Note: you will have to rewrite the uses of the copied variables and may have to insert phis.

> The only way to get a value into AKKU2 is to first load it into AKKU1 and then copy it(can be done via another AKKU1 load or a copy instruction).
> There are possibilities to get a value into AKKU1/AKKU2 without changing the value of AKKU2/AKKU1 but they involve a couple of simple instructions and
> that's why I don't want to it that way(runtime of the code would be quite bad).
>> 
>> If you forget about the copy part, you can simply model your load like this:
>> <dstReg>, <someReg> load addr
>> 
>> <someReg> will be an implicit definition and your good to go.
>> Obviously, this is not optimal.
> 
> Do you mean a TableGen match pattern like this(AKKU1 and AKKU2 are register classes):
> [(set (AKKU1:$dst, AKKU2:$dst2), (load addr:$addr))]
> 
> That obviously isn't a valid pattern... So I don't understand how to put that into a valid pattern…
Yes, this is not a valid pattern, it is something you would have to custom lower if you want to go in that direction.
That said, since you just have two registers, you may not want to do that.
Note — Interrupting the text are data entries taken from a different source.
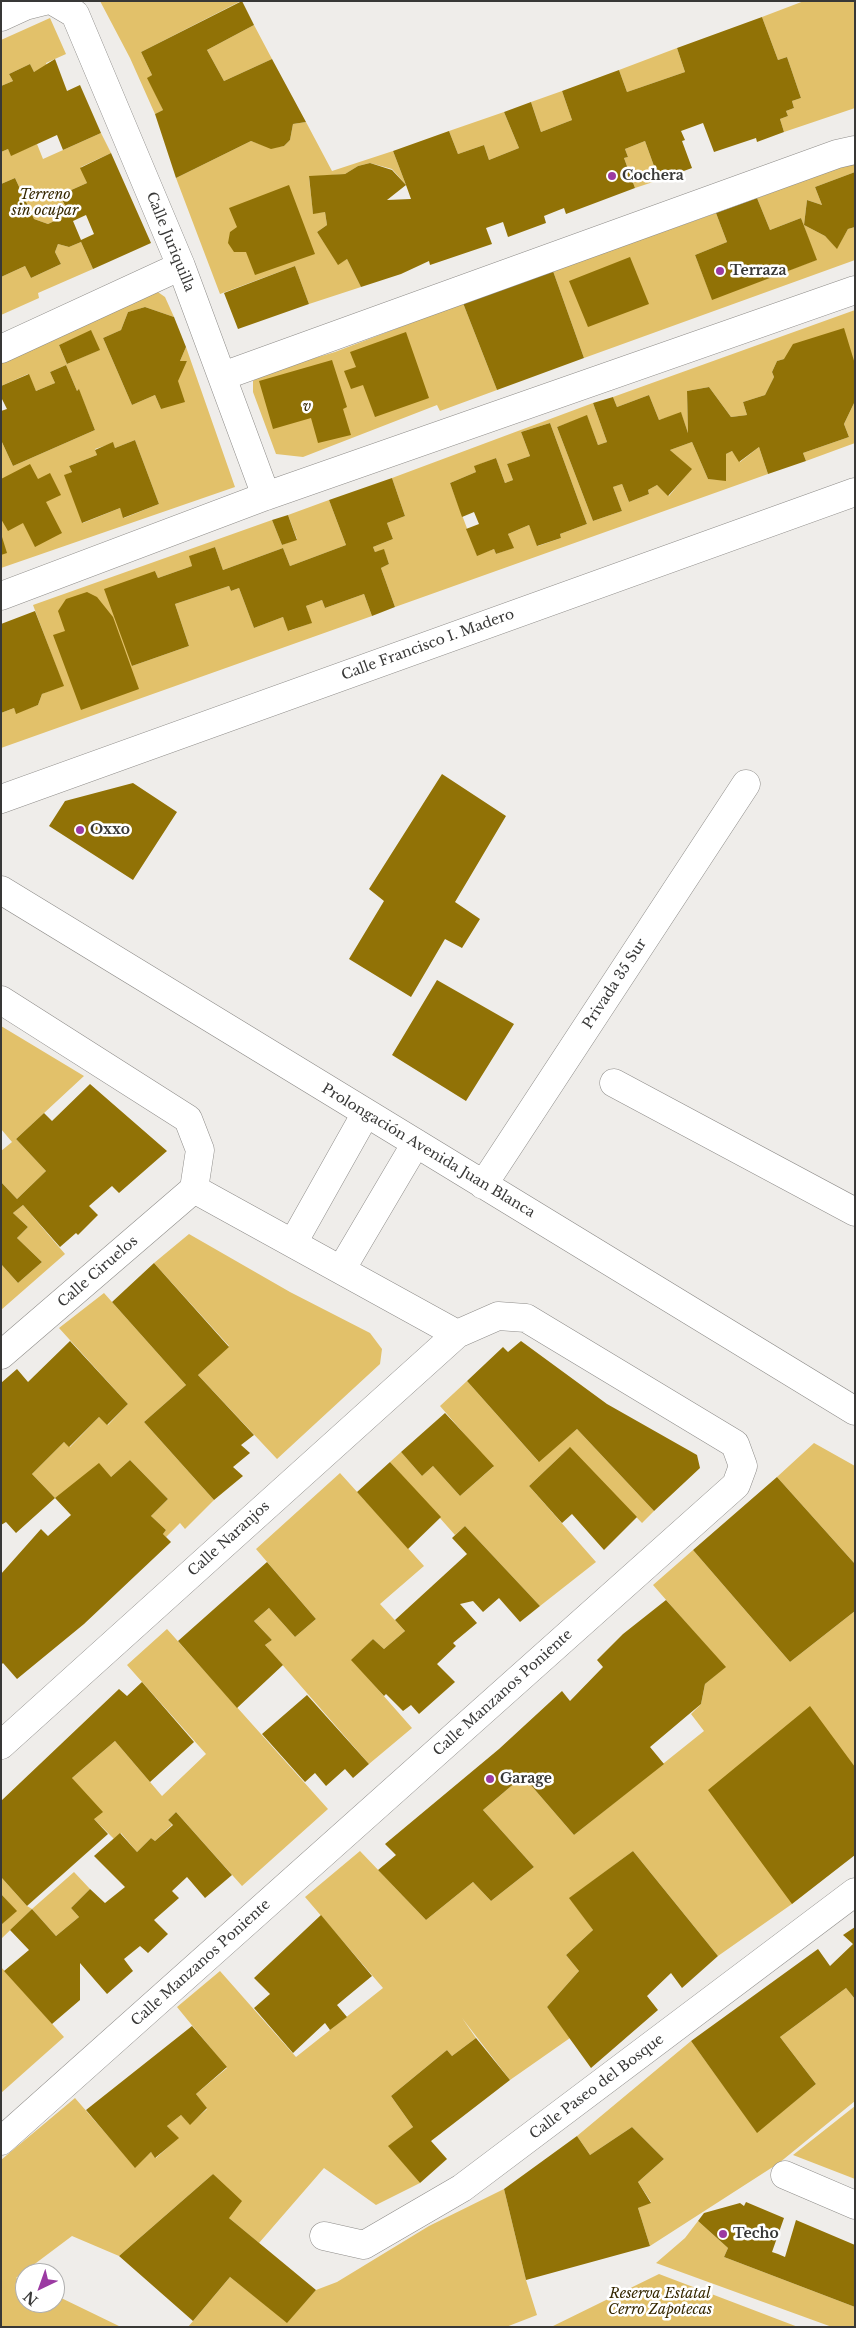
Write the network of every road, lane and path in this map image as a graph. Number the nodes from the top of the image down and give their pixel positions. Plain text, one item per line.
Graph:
1 (46, 1) edge
2 (53, 1) edge
3 (1, 18) edge
4 (855, 150) edge
5 (180, 266) junction
6 (855, 290) edge
7 (1, 349) edge
8 (223, 376) junction
9 (855, 492) edge
10 (266, 496) junction
11 (1, 596) edge
12 (746, 784) dead end
13 (1, 799) edge
14 (1, 890) edge
15 (1, 1000) edge
16 (614, 1083) dead end
17 (366, 1113) junction
18 (416, 1143) junction
19 (483, 1185) junction
20 (194, 1189) junction
21 (855, 1212) edge
22 (292, 1243) junction
23 (341, 1270) junction
24 (457, 1334) junction
25 (1, 1355) edge
26 (855, 1411) edge
27 (1, 1745) edge
28 (855, 1892) edge
29 (1, 2140) edge
30 (785, 2175) dead end
31 (855, 2205) edge
32 (324, 2236) dead end

1 - 3 street
2 - 5 street, Calle Juriquilla
4 - 8 street
5 - 7 street
5 - 8 street, Calle Juriquilla
6 - 10 street
8 - 10 street, Calle Juriquilla
9 - 13 street, Calle Francisco I. Madero
10 - 11 street
12 - 19 street, Privada 35 Sur
14 - 17 street, Prolongación Avenida Juan Blanca
15 - 20 street
16 - 21 street
17 - 18 street, Prolongación Avenida Juan Blanca
17 - 22 street
18 - 19 street, Prolongación Avenida Juan Blanca
18 - 23 street
19 - 26 street, Prolongación Avenida Juan Blanca
20 - 22 street
20 - 25 street, Calle Ciruelos
22 - 23 street
23 - 24 street
24 - 27 street, Calle Naranjos
24 - 29 street, Calle Manzanos Poniente
28 - 32 street, Calle Paseo del Bosque
30 - 31 street

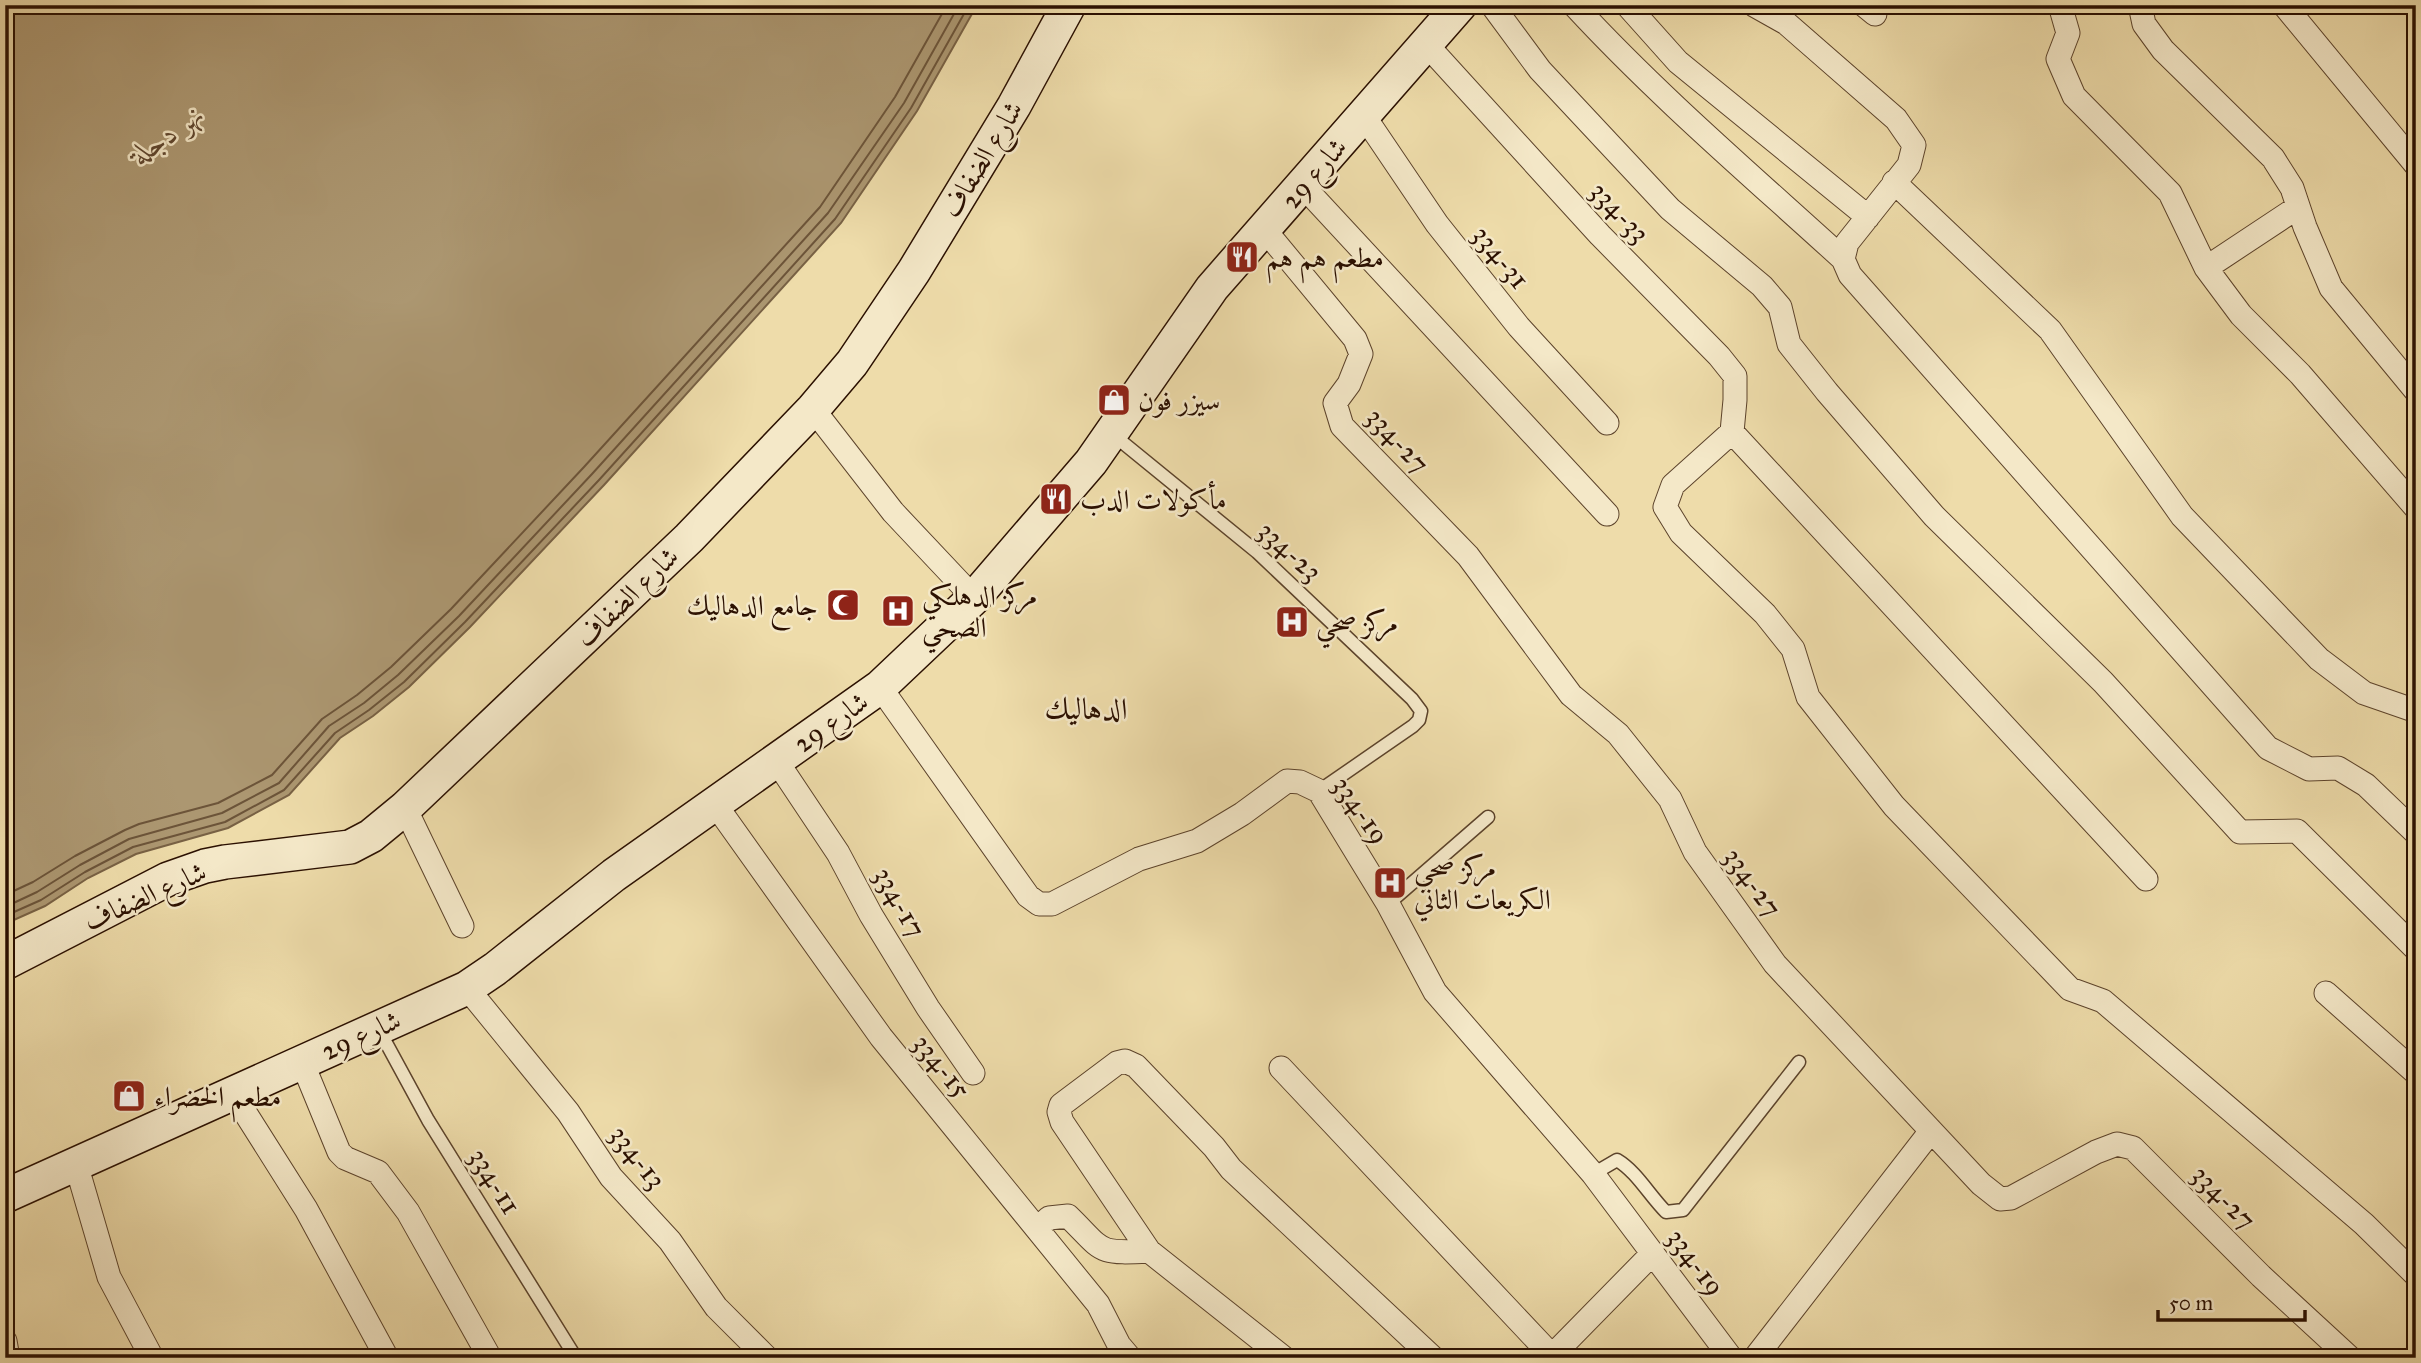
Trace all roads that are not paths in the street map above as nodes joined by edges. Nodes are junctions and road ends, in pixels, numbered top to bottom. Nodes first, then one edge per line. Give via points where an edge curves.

Indeed, you do not take advantage of the move here. As a consequence, you may not be able to allocate some code, e.g.,
a, garbage1 = load addr1
b, garbage2 = load addr2  <= this load defines two registers, thus a value has to be spilled. However, when reloading a, you will kill two registers!
add a, b


> Also wouldn't LLVM think that AKKU2 has the same value as AKKU1 after the operation and not a trash value?
No, it wouldn’t.

> 
>> 
>> Note that, the original code (dot = load addr) does not define <someReg>, so I guess you have some rules to assign it (like <sameReg> = <dstReg> + 1).
>> Therefore you may have to create a specific register class for that:
>> <BigDstReg> load addr
>> <dstReg> = BigDstReg.subIdx
>> And have a pattern using a EXTRACT_SUBREG (see ARM NEON).
>> 
> 
> So <BigDstReg> will be AKKU1 and AKKU2, and I would do sth like that as match pattern:
> [(set (EXTRACT_SUBREG BigDestReg:$BigDestReg, 1), (load addr:$addr)]
> 
> Is that correct? LLVM will assume that the other part of the register is trash after the instruction?
Exactly. More precisely, the high part of this big register will never be used, so LLVM has no way to know what is inside.
Again, now that you told us that you have only two registers, you cannot sit on the move anymore.
> 
>> 
>> Now, if you want to remember that <someReg> is not some trash value but contains the value of <dstReg> before this instruction, this is a different story.
>> 
>> The tricky part here is how do you tell the compiler where does dstReg come from? Indeed, you will know that, only when you will choose it.
>> You could make this choice a priori, but this is not optimal either.
>> Anyhow, I do not think there is a straight answer for your case.
>> 
>> Note: I was assuming that reg2 depends on the choice of reg1, if it is not the case, then, this is slightly a different story.
>> 
>> -Quentin
>> 
> Maybe it would be easier to take control of the DAG to MachineInstr step and arrange the instruction in a valid way?
I believe it would be simpler to take the control after the MachineInstr are generated.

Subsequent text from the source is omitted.